━━ Information shown ━━
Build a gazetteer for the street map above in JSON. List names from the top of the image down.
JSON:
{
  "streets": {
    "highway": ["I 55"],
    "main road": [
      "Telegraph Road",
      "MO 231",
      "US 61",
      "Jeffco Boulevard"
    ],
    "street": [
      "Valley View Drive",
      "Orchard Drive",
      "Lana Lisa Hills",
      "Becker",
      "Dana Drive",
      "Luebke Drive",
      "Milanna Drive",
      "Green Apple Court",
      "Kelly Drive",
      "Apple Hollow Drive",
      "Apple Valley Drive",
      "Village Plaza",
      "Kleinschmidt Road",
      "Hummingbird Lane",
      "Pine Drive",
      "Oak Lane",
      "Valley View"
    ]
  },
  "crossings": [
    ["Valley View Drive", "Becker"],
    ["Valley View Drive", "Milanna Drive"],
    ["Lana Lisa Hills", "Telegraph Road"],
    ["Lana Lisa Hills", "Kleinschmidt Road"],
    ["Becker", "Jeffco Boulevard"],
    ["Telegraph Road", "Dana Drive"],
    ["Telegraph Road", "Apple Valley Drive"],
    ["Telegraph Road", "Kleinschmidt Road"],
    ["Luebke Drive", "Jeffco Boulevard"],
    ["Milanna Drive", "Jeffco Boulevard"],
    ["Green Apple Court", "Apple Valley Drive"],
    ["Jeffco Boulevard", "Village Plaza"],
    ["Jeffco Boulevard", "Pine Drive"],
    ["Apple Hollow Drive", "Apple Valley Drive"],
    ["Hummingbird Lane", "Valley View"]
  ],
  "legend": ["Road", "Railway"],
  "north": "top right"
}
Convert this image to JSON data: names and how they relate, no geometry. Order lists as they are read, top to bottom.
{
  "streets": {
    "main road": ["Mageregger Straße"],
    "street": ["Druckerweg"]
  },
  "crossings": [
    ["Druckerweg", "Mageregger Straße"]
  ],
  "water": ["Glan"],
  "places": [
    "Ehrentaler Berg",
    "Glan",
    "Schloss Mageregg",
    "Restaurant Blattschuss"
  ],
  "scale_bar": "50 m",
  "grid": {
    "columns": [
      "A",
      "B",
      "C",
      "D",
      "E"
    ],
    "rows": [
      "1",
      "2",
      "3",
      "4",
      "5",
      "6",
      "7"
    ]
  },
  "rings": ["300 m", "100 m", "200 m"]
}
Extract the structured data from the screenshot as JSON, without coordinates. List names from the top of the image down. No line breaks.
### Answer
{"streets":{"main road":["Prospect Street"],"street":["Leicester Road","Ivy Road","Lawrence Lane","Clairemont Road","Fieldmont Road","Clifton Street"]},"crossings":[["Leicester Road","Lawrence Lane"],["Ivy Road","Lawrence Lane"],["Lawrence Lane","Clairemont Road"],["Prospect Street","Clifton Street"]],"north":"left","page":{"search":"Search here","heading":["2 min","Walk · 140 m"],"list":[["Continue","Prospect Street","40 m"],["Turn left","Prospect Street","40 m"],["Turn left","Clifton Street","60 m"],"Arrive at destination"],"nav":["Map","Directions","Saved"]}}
━━━
__Description of the task__. Having read the material, return all of it word for word.

__Result for this task__.
Build a gazetteer for the street map above in JSON. List names from the top of the image down.
JSON:
{
  "streets": {
    "highway": ["I 55"],
    "main road": [
      "Telegraph Road",
      "MO 231",
      "US 61",
      "Jeffco Boulevard"
    ],
    "street": [
      "Valley View Drive",
      "Orchard Drive",
      "Lana Lisa Hills",
      "Becker",
      "Dana Drive",
      "Luebke Drive",
      "Milanna Drive",
      "Green Apple Court",
      "Kelly Drive",
      "Apple Hollow Drive",
      "Apple Valley Drive",
      "Village Plaza",
      "Kleinschmidt Road",
      "Hummingbird Lane",
      "Pine Drive",
      "Oak Lane",
      "Valley View"
    ]
  },
  "crossings": [
    ["Valley View Drive", "Becker"],
    ["Valley View Drive", "Milanna Drive"],
    ["Lana Lisa Hills", "Telegraph Road"],
    ["Lana Lisa Hills", "Kleinschmidt Road"],
    ["Becker", "Jeffco Boulevard"],
    ["Telegraph Road", "Dana Drive"],
    ["Telegraph Road", "Apple Valley Drive"],
    ["Telegraph Road", "Kleinschmidt Road"],
    ["Luebke Drive", "Jeffco Boulevard"],
    ["Milanna Drive", "Jeffco Boulevard"],
    ["Green Apple Court", "Apple Valley Drive"],
    ["Jeffco Boulevard", "Village Plaza"],
    ["Jeffco Boulevard", "Pine Drive"],
    ["Apple Hollow Drive", "Apple Valley Drive"],
    ["Hummingbird Lane", "Valley View"]
  ],
  "legend": ["Road", "Railway"],
  "north": "top right"
}
Convert this image to JSON data: names and how they relate, no geometry. Order lists as they are read, top to bottom.
{
  "streets": {
    "main road": ["Mageregger Straße"],
    "street": ["Druckerweg"]
  },
  "crossings": [
    ["Druckerweg", "Mageregger Straße"]
  ],
  "water": ["Glan"],
  "places": [
    "Ehrentaler Berg",
    "Glan",
    "Schloss Mageregg",
    "Restaurant Blattschuss"
  ],
  "scale_bar": "50 m",
  "grid": {
    "columns": [
      "A",
      "B",
      "C",
      "D",
      "E"
    ],
    "rows": [
      "1",
      "2",
      "3",
      "4",
      "5",
      "6",
      "7"
    ]
  },
  "rings": ["300 m", "100 m", "200 m"]
}
Extract the structured data from the screenshot as JSON, without coordinates. List names from the top of the image down. No line breaks.
### Answer
{"streets":{"main road":["Prospect Street"],"street":["Leicester Road","Ivy Road","Lawrence Lane","Clairemont Road","Fieldmont Road","Clifton Street"]},"crossings":[["Leicester Road","Lawrence Lane"],["Ivy Road","Lawrence Lane"],["Lawrence Lane","Clairemont Road"],["Prospect Street","Clifton Street"]],"north":"left","page":{"search":"Search here","heading":["2 min","Walk · 140 m"],"list":[["Continue","Prospect Street","40 m"],["Turn left","Prospect Street","40 m"],["Turn left","Clifton Street","60 m"],"Arrive at destination"],"nav":["Map","Directions","Saved"]}}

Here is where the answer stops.